Stored items:
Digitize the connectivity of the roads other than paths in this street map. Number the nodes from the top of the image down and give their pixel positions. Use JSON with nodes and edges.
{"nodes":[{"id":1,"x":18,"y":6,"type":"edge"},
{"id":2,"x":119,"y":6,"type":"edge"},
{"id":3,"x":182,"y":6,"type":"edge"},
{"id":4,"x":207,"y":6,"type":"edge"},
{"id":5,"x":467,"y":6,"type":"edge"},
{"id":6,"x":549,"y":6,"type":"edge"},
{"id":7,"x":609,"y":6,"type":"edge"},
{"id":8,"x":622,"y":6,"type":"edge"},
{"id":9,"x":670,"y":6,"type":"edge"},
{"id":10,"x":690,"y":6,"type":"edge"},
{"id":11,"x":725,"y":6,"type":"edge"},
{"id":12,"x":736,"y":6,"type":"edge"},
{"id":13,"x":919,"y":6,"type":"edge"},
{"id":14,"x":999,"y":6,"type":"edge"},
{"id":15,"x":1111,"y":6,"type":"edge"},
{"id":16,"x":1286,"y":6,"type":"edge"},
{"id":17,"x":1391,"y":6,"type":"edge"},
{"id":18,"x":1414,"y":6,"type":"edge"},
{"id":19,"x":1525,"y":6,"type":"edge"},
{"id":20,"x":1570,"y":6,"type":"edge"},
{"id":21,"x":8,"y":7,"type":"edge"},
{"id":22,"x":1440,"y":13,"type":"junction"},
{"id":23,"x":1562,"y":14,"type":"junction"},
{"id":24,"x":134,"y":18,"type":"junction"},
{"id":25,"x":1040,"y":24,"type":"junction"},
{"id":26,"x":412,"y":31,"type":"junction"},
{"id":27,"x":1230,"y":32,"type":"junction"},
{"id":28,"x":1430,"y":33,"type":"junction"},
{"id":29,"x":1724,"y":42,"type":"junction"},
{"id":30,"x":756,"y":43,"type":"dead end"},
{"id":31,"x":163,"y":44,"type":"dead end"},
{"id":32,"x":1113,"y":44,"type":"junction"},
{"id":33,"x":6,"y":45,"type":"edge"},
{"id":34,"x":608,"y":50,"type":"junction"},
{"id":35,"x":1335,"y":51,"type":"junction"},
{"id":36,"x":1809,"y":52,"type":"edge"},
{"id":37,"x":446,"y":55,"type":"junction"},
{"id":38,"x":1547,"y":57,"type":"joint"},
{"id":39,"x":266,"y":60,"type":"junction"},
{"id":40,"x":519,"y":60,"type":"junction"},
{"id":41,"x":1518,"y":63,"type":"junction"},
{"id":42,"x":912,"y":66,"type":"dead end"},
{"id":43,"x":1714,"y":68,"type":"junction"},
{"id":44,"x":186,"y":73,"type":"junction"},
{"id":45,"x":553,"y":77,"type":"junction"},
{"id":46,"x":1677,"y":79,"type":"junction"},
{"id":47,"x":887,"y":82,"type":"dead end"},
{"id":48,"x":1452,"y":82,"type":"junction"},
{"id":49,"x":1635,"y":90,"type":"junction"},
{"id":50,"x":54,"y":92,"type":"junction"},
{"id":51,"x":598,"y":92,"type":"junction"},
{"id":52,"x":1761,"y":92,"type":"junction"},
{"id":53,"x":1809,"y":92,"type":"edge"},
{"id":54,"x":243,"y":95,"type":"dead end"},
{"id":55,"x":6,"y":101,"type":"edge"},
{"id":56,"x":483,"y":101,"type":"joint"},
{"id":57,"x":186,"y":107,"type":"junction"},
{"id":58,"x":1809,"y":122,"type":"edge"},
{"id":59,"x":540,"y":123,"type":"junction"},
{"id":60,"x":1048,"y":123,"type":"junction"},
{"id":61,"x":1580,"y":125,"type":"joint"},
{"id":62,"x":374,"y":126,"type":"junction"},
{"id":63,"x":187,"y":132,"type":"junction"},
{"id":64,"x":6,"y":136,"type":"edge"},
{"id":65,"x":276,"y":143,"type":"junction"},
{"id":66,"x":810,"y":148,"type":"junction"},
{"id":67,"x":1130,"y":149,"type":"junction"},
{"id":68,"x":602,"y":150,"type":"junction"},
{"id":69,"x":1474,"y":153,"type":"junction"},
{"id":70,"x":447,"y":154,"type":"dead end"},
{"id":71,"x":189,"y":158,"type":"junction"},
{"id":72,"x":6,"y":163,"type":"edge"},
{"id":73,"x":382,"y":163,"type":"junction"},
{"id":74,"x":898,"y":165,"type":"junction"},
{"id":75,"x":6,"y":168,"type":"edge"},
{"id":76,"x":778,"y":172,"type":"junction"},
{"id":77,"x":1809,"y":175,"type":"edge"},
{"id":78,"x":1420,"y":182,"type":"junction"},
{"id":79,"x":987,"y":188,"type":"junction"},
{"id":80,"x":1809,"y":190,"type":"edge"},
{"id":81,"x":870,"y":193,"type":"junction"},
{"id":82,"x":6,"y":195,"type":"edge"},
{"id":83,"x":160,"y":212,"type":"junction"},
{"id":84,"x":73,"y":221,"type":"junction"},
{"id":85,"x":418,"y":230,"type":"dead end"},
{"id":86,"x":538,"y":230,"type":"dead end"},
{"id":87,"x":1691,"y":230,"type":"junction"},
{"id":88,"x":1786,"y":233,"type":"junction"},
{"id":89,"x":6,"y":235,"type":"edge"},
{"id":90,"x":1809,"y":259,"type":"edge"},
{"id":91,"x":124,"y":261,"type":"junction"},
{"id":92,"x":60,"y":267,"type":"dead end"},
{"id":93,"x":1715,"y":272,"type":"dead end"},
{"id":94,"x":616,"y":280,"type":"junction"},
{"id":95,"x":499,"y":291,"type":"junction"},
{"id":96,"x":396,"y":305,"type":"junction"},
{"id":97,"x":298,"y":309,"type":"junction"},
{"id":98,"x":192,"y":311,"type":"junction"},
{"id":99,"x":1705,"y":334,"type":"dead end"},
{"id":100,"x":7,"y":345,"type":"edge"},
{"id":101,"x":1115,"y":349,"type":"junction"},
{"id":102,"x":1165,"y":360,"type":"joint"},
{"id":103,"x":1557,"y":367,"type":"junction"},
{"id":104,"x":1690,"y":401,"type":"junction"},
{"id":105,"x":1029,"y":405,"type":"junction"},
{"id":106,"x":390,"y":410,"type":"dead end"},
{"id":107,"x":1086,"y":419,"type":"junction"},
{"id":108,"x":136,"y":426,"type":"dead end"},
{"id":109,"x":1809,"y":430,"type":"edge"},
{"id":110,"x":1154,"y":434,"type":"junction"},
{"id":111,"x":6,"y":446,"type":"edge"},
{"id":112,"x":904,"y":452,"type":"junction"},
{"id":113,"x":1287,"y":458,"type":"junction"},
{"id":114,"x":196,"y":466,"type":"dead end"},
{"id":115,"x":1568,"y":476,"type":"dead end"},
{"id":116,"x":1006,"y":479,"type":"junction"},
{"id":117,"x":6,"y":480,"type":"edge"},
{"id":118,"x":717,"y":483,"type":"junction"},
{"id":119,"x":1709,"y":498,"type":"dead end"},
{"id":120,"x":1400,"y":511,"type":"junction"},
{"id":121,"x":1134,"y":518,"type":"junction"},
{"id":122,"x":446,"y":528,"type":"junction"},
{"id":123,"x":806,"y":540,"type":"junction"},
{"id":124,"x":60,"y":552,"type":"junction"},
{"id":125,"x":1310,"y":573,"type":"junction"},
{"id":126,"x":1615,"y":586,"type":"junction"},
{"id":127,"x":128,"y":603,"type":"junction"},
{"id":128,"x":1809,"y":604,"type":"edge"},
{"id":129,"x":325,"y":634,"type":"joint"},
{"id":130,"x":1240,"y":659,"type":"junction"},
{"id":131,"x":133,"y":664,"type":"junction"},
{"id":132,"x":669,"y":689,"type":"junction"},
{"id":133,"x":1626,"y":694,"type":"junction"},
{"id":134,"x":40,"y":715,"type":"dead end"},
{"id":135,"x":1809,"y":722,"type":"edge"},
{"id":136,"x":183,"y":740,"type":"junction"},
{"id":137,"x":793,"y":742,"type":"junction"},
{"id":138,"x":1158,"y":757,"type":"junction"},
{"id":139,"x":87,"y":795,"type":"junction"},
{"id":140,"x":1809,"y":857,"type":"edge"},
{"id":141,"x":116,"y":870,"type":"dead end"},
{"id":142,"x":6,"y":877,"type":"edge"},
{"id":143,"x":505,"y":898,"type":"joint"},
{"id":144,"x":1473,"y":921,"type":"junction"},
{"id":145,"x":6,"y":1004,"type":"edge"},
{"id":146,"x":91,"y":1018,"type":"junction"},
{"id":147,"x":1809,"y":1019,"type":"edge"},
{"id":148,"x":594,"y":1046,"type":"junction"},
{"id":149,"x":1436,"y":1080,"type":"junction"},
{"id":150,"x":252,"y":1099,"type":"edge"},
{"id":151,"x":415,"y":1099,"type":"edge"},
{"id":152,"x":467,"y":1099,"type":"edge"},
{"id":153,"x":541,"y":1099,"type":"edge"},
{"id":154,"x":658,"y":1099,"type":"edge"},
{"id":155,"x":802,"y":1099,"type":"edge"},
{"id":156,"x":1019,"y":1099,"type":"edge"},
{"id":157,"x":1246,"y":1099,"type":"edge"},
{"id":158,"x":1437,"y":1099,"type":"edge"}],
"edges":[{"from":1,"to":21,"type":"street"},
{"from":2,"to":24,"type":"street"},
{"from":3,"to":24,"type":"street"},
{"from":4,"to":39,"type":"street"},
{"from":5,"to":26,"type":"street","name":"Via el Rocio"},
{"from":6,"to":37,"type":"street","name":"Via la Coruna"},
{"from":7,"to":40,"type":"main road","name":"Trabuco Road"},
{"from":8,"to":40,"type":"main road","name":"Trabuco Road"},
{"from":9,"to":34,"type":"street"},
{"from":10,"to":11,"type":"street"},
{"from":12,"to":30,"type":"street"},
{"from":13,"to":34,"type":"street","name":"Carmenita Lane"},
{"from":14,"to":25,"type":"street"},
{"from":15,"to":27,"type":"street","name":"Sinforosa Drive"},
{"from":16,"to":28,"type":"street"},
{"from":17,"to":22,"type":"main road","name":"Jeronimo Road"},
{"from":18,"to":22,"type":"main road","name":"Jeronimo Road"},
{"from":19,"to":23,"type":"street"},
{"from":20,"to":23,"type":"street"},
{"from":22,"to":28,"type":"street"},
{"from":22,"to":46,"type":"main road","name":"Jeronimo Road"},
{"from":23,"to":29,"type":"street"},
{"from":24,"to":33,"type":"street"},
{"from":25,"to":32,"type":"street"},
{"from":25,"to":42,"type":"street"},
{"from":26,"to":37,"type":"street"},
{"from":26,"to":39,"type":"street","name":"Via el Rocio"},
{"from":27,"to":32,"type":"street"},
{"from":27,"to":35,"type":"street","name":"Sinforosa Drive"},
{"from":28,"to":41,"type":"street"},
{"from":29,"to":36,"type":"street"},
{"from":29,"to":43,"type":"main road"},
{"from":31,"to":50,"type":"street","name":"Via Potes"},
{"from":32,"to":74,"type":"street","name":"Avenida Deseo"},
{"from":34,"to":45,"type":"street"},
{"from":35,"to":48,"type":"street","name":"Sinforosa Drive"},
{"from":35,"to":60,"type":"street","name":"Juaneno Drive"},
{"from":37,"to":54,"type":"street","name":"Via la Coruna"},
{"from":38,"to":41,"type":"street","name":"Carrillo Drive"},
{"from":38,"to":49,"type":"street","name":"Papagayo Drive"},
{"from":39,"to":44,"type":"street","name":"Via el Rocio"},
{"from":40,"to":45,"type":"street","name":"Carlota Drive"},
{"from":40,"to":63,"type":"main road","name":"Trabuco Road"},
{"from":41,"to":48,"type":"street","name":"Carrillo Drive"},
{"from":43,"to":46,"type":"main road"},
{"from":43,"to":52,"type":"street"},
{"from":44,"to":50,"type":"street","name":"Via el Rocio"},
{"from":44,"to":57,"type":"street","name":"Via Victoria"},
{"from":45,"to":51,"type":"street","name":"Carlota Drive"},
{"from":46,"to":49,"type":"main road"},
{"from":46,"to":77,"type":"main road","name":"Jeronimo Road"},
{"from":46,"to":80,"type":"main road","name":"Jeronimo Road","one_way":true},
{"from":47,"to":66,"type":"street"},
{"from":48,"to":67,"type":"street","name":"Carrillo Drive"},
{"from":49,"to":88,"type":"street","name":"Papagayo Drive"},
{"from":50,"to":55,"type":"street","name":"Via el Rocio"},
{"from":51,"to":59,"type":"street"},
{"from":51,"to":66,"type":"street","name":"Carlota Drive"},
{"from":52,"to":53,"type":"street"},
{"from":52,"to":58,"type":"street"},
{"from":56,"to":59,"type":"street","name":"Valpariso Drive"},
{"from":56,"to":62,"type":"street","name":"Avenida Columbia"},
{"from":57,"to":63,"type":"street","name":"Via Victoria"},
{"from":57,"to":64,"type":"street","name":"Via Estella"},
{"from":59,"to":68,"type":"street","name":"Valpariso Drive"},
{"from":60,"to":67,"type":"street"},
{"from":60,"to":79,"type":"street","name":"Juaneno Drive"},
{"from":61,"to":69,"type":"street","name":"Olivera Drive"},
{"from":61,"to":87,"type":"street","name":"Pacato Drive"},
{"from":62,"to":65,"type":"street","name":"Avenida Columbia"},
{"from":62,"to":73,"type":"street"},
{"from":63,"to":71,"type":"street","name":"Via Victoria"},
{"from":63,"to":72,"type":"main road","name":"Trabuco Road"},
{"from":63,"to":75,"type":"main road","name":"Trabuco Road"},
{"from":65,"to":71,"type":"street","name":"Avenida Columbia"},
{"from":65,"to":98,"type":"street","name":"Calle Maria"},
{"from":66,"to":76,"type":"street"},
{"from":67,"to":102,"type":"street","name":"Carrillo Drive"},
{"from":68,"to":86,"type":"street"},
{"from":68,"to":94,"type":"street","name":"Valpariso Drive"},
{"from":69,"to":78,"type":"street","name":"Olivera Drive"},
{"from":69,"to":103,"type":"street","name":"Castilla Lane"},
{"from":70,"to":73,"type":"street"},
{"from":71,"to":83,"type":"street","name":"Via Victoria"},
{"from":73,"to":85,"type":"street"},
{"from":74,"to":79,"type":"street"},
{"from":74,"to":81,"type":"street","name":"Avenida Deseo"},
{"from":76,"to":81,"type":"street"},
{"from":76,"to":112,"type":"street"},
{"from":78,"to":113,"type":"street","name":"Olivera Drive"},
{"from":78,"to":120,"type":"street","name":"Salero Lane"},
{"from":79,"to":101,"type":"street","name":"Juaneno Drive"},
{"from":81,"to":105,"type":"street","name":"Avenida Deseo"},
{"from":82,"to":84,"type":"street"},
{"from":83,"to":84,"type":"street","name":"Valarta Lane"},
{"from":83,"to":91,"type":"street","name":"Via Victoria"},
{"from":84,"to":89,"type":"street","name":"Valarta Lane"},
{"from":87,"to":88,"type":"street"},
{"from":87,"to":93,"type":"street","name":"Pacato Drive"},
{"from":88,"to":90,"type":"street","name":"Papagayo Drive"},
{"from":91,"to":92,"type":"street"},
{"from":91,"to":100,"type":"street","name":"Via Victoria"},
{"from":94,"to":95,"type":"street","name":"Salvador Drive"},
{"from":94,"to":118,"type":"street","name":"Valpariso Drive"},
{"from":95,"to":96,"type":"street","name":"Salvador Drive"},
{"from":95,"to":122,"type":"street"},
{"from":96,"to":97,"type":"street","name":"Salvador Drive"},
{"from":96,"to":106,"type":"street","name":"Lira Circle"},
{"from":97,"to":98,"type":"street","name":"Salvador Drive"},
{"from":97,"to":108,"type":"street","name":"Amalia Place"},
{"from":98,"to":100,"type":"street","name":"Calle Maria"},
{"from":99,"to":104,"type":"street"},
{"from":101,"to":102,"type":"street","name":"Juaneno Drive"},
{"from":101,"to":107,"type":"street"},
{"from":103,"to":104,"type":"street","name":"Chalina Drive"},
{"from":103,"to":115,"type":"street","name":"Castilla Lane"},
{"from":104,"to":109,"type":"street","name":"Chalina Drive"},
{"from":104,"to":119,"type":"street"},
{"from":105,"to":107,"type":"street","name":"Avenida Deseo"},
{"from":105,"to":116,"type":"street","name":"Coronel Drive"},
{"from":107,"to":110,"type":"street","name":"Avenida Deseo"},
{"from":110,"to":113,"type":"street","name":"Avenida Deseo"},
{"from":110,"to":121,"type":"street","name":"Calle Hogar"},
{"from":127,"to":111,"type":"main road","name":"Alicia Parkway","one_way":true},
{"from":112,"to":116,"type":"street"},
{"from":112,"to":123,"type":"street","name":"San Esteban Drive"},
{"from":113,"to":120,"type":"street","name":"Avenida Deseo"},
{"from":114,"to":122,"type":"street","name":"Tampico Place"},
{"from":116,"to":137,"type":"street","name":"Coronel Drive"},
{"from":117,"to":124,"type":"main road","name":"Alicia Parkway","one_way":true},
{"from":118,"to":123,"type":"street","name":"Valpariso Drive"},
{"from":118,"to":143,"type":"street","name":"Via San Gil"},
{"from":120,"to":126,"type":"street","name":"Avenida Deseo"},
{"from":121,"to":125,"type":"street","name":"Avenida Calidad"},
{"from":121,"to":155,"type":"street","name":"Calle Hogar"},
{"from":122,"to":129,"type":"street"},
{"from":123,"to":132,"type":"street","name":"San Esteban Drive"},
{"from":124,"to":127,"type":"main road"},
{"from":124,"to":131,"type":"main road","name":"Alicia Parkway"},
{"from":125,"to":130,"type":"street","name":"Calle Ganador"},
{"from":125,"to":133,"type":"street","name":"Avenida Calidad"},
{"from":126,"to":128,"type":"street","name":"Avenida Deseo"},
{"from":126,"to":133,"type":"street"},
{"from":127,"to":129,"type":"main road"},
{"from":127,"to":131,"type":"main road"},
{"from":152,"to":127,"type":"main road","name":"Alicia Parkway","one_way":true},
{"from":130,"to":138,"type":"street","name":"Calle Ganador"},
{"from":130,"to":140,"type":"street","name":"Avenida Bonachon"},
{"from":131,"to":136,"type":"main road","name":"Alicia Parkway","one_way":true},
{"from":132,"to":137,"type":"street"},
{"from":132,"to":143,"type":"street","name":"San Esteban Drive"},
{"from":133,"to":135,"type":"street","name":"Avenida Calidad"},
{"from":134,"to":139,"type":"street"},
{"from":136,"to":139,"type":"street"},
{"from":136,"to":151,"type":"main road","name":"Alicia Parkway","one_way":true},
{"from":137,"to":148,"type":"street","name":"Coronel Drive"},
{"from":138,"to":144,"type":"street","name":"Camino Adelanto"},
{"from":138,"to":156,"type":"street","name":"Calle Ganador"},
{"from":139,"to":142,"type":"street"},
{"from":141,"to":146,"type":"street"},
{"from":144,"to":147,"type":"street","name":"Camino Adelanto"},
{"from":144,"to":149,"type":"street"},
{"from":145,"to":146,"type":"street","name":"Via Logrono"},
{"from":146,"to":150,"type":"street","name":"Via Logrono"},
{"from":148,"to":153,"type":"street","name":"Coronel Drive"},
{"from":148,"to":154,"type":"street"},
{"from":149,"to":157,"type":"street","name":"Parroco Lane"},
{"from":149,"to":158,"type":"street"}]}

(Your assignment) Some of the data mentions "Carrillo". Copy every line where it does.

(Your response)
{"from":38,"to":41,"type":"street","name":"Carrillo Drive"},
{"from":41,"to":48,"type":"street","name":"Carrillo Drive"},
{"from":48,"to":67,"type":"street","name":"Carrillo Drive"},
{"from":67,"to":102,"type":"street","name":"Carrillo Drive"},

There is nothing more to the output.